Carbyn has conducted research on the ecology of various species of canids in Poland, Portugal, and throughout North America, and was the chairman of the successful Canadian Swift Fox Reintroduction program Recovery Team from 1989 to 1993. He has published six books and numerous articles about wolves, including The Buffalo Wolf - Predators, Prey and the Politics of Nature (2003, Smithsonian Books) which was distinguished as "Best of the Year - Wildlife" in 2004 by the Canadian Geographic magazine. In 2013, Carbyn received the Queen Elizabeth II Diamond Jubilee Medal for services to wildlife conservation in Canada.

== Career ==
From 1967 to 1997, Carbyn worked as a research scientist with the Canadian Wildlife Service. Since 2008, he has been an adjunct professor at the University of Alberta. He has authored, co-authored, and edited five books and has published more than 100 scientific papers. His early research focused on avian population studies, and while on educational leave from government service, he completed his doctoral dissertation at the University of Toronto on wolf-ungulate systems in Jasper National Park.

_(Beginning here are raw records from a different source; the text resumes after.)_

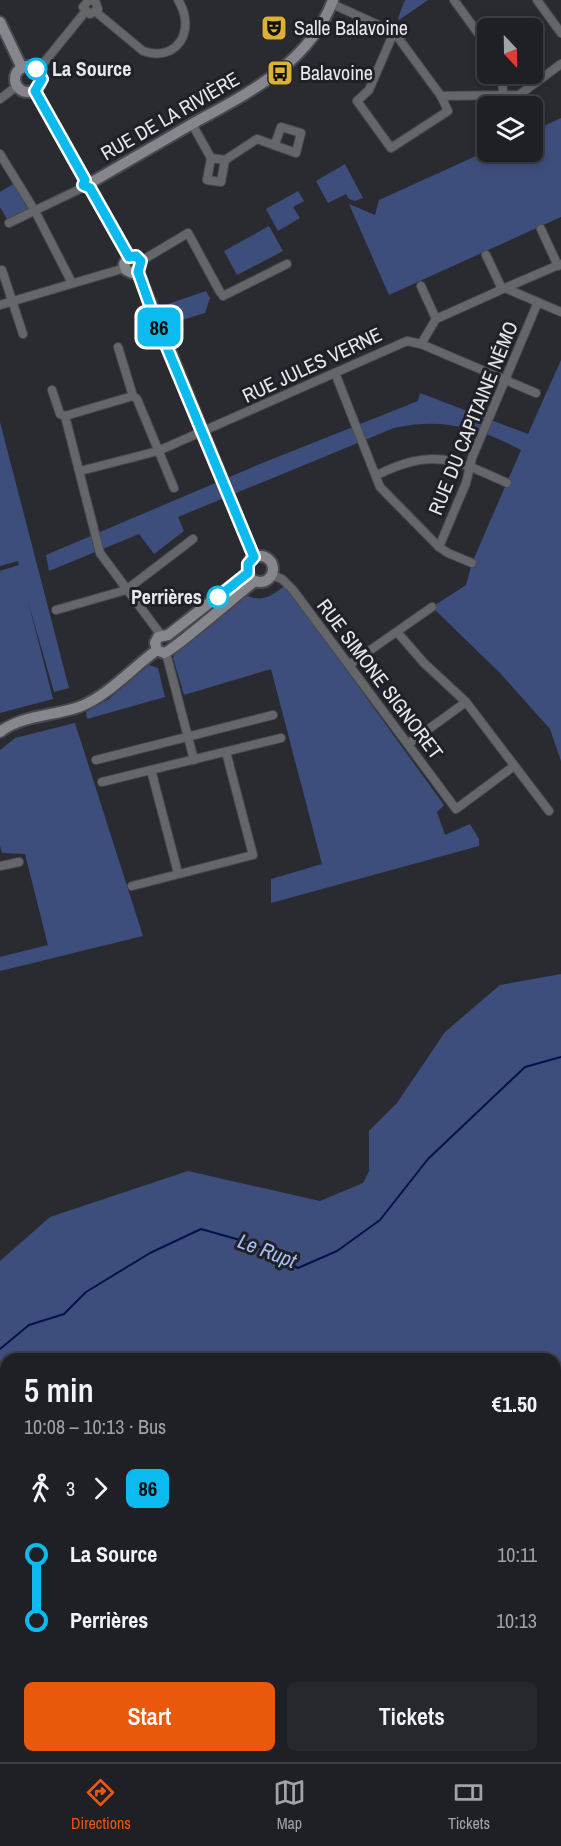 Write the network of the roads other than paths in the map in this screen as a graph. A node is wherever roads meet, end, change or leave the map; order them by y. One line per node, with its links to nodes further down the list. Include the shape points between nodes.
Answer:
1 (178, 0): 7 (street, via 186,13 185,33 173,48 151,54)
2 (454, 0): 10 (street)
3 (537, 0): 11 (street)
4 (90, 1): 6 (street); 7 (street)
5 (333, 2): 9 (street); 21 (street, RUE DE LA RIVIÈRE, via 320,27 294,60 258,87)
6 (86, 12): 7 (street); 14 (street)
7 (96, 12)
8 (0, 22): 13 (street)
9 (394, 32): 19 (street); 19 (street, via 369,90 357,101 391,148 448,111)
10 (477, 32)
11 (561, 33)
12 (561, 64): 18 (street, via 519,95)
13 (22, 68): 14 (street); 16 (street, via 15,78)
14 (38, 70): 17 (street, via 41,84)
15 (502, 84): 18 (street)
16 (17, 86): 17 (street, via 25,92); 20 (street)
17 (35, 91): 26 (street)
18 (503, 95): 19 (street)
19 (441, 96)
20 (0, 99)
21 (192, 124): 24 (street); 26 (street, RUE DE LA RIVIÈRE)
22 (276, 144): 25 (street, via 257,139)
23 (0, 154): 27 (street)
24 (211, 158): 25 (street); 25 (street, via 207,180 221,182)
25 (225, 160)
26 (88, 184): 27 (street, RUE DE LA RIVIÈRE); 31 (street)
27 (35, 211): 28 (street, RUE DE LA RIVIÈRE); 36 (street)
28 (9, 223)
29 (541, 229): 33 (street)
30 (486, 255): 38 (street)
31 (127, 262): 34 (street, via 129,272); 34 (street, via 136,256); 36 (street)
32 (287, 264): 34 (street, via 221,294 188,233)
33 (560, 265): 38 (street)
34 (139, 267): 46 (street)
35 (2, 270): 39 (street)
36 (72, 283): 39 (street)
37 (421, 286): 43 (street)
38 (503, 288): 40 (street); 43 (street)
39 (13, 301): 41 (street); 45 (street)
40 (538, 302): 42 (street); 50 (street, RUE DU CAPITAINE NÉMO)
41 (0, 305)
42 (561, 312)
43 (436, 319): 47 (street)
44 (179, 330): 46 (street)
45 (23, 334)
46 (162, 335): 55 (street)
47 (421, 344): 49 (street, RUE JULES VERNE, via 397,344); 50 (street, RUE JULES VERNE)
48 (118, 347): 53 (street)
49 (335, 373): 55 (street, RUE JULES VERNE); 59 (street)
50 (505, 380): 52 (street, RUE JULES VERNE); 57 (street, RUE DU CAPITAINE NÉMO)
51 (52, 390): 54 (street, via 60,414)
52 (536, 393)
53 (133, 396): 54 (street); 56 (street)
54 (65, 416): 58 (street)
55 (203, 432): 56 (street, RUE JULES VERNE); 64 (street)
56 (158, 450): 58 (street, RUE JULES VERNE); 61 (street)
57 (470, 465): 59 (street, via 454,459 429,458); 60 (street); 63 (street, RUE DU CAPITAINE NÉMO)
58 (80, 471): 68 (street, via 100,553)
59 (377, 475): 63 (street, via 380,487)
60 (507, 483)
61 (174, 488)
62 (193, 539): 68 (street)
63 (439, 547): 65 (street)
64 (254, 557): 66 (street, via 264,556 271,562); 67 (street, via 248,564)
65 (472, 563)
66 (271, 575): 67 (street, via 264,581); 74 (street, RUE SIMONE SIGNORET, via 293,590)
67 (251, 577): 72 (street); 73 (street)
68 (126, 590): 70 (street); 72 (street)
69 (432, 607): 71 (street)
70 (56, 610)
71 (397, 632): 74 (street); 75 (street, via 411,651)
72 (164, 635): 73 (street, via 173,640); 73 (street, via 156,640)
73 (166, 650): 77 (street, via 88,702 14,724); 78 (street)
74 (349, 665): 80 (street, RUE SIMONE SIGNORET)
75 (466, 702): 80 (street); 84 (street)
76 (273, 715): 78 (street)
77 (0, 732)
78 (189, 737): 82 (street); 83 (street)
79 (280, 738): 81 (street)
80 (408, 744): 84 (street, RUE SIMONE SIGNORET, via 456,809)
81 (226, 752): 82 (street); 90 (street, via 253,855)
82 (194, 759): 85 (street)
83 (96, 760)
84 (514, 766): 87 (street)
85 (151, 770): 86 (street); 90 (street)
86 (102, 782)
87 (549, 811)
88 (19, 861): 89 (street)
89 (0, 866)
90 (178, 873): 91 (street)
91 (132, 886)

Carbyn has been interviewed and consulted on a few projects that have been produced into television episodes, including Nova Season 24, Episode 15 - Wild Wolves with David Attenborough (1997; watch on Internet Archive), and CBC News: Country Canada episode - Wild Buffalo Blues (2001; watch on YouTube).

Carbyn continues to write and lecture extensively about habitat protection and its importance in maintaining biodiversity. He advocates for the concept of "The Power of The Individual" (POTI) as a key driver in shaping future conservation ethics. He has demonstrated this commitment by donating land to EALT for conservation purposes. See Lu Carbyn Nature Sanctuary.

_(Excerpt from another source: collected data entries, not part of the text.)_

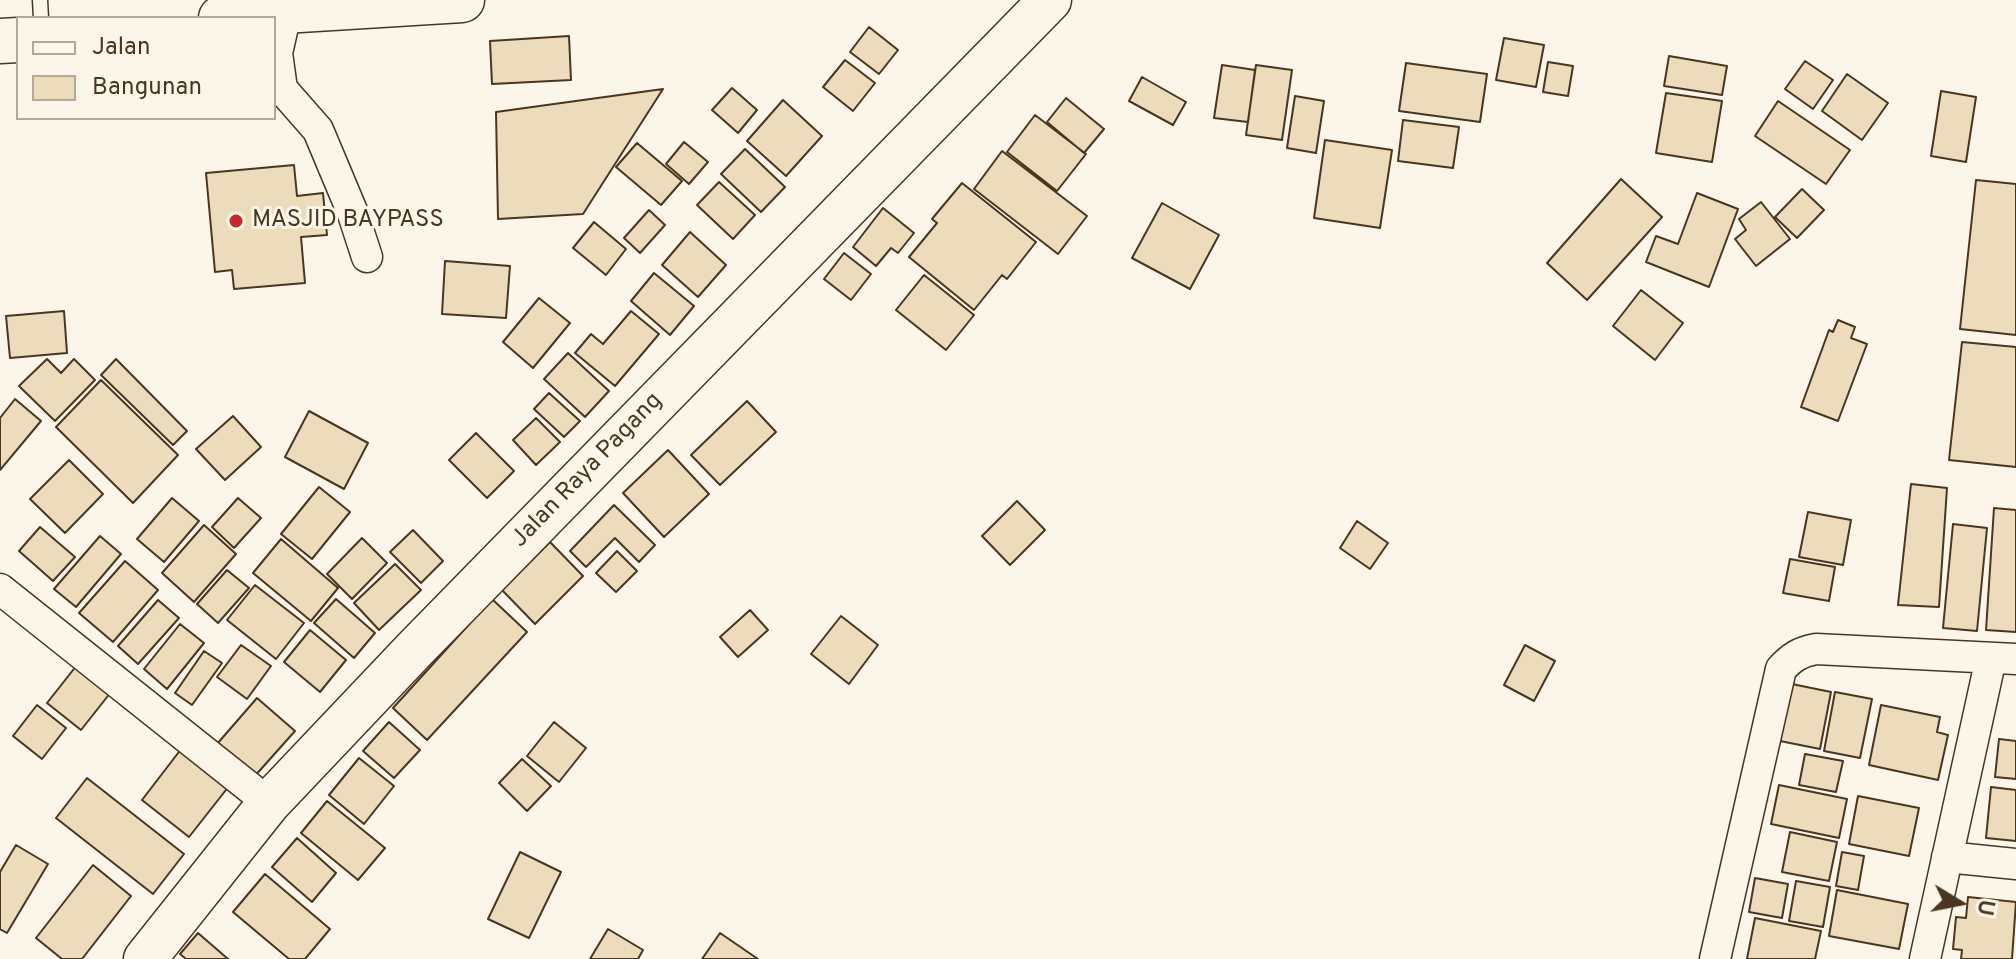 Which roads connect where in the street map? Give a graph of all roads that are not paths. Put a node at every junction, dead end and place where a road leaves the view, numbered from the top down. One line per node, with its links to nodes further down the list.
1 (462, 0): 3 (highway)
2 (1050, 0): 8 (street, Jalan Raya Pagang)
3 (267, 12): 4 (highway); 5 (street)
4 (236, 16)
5 (367, 257)
6 (0, 589): 8 (street)
7 (2003, 658): 9 (street); 12 (street)
8 (269, 803): 11 (street, Jalan Raya Pagang)
9 (1947, 857): 10 (street); 13 (street)
10 (2016, 864)
11 (145, 959)
12 (1715, 959)
13 (1925, 959)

Carbyn has received many awards during his professional life, including The Wildlife Society’s Distinguished Service Award.

== Early life ==
Lu Carbyn was born in Namibia (southern Africa) to parents of German heritage living on a cattle ranch. His family immigrated to Canada in 1953. Exposure to natural settings on three continents has sparked his lifelong interest in discovery and adventure in nature.

==Education==
- B.A., Biology, Mount Allison University (1963)
- M.Sc., Zoology, University of Alberta (1967)
- Ph.D., Zoology, University of Toronto (1975)

== Selected publications ==

- 1971 Carbyn, L.N., Description of the Festuca scrabrella association in Prince Albert National Park, Saskatchewan. Canadian Field-Naturalist. 85: 25-30.
- 1975 Carbyn, L.N., Factors influencing activity patterns on ungulates at mineral licks. Canadian Journal of Zoology, 53: 378-384.
- 1994 Carbyn, L.N., S. Fritts and D. Seip. Ecology and conservation of wolves in a changing world. Canadian Circumpolar Institute Occasional Publication No. 35. University of Alberta, Edmonton. 620 pp.
- 1981 Carbyn, L.N., Territory displacement in a wolf population with abundant prey. Journal of Mammalogy. 62: 193-195.
- 1982 Carbyn, L.N., Coyotes population fluctuations and spatial distribution in relation to wolf territories in Riding Mountain National Park. Canadian Field-Naturalist, 96: 176-183.
- 1983 Carbyn, L.N., Management of Non-Endangered Wolf Populations in Canada. Acta. Zoologica Fennica 174: 239-243.
- 1983 Carbyn, L.N., Wolf predation on elk in Riding Mountain National Park, Manitoba. Journal of Wildlife Management. 47: 963-976.
- 1987 Carbyn, L.N., Gray wolf and red Wolf. In Wildlife furbearer management and conservation in North America. Edited by M. Novak, G.A. Baker, M.E. Obbard and B. Malloch. Ontario Trappers Association, Toronto, Ontario. pp. 359–376.
- 1987 Carbyn, L.N., and T. Trottier. Responses of bison on their calving grounds to predation by wolves in Wood Buffalo National Park. Canadian Journal of Zoology, 65: 2072-2078.
- 1998 Carbyn, L.N., N. Lunn and K. Timoney. 1998. Trends in distribution and abundance of bison in W.B.N.P. Wildlife Society Bulletin. 26(3):463-470.
- 2017 Mech, L.D. et.al. An unparalleled opportunity for an important ecological study . BioScience Vol .67, No.10- Page 875-876.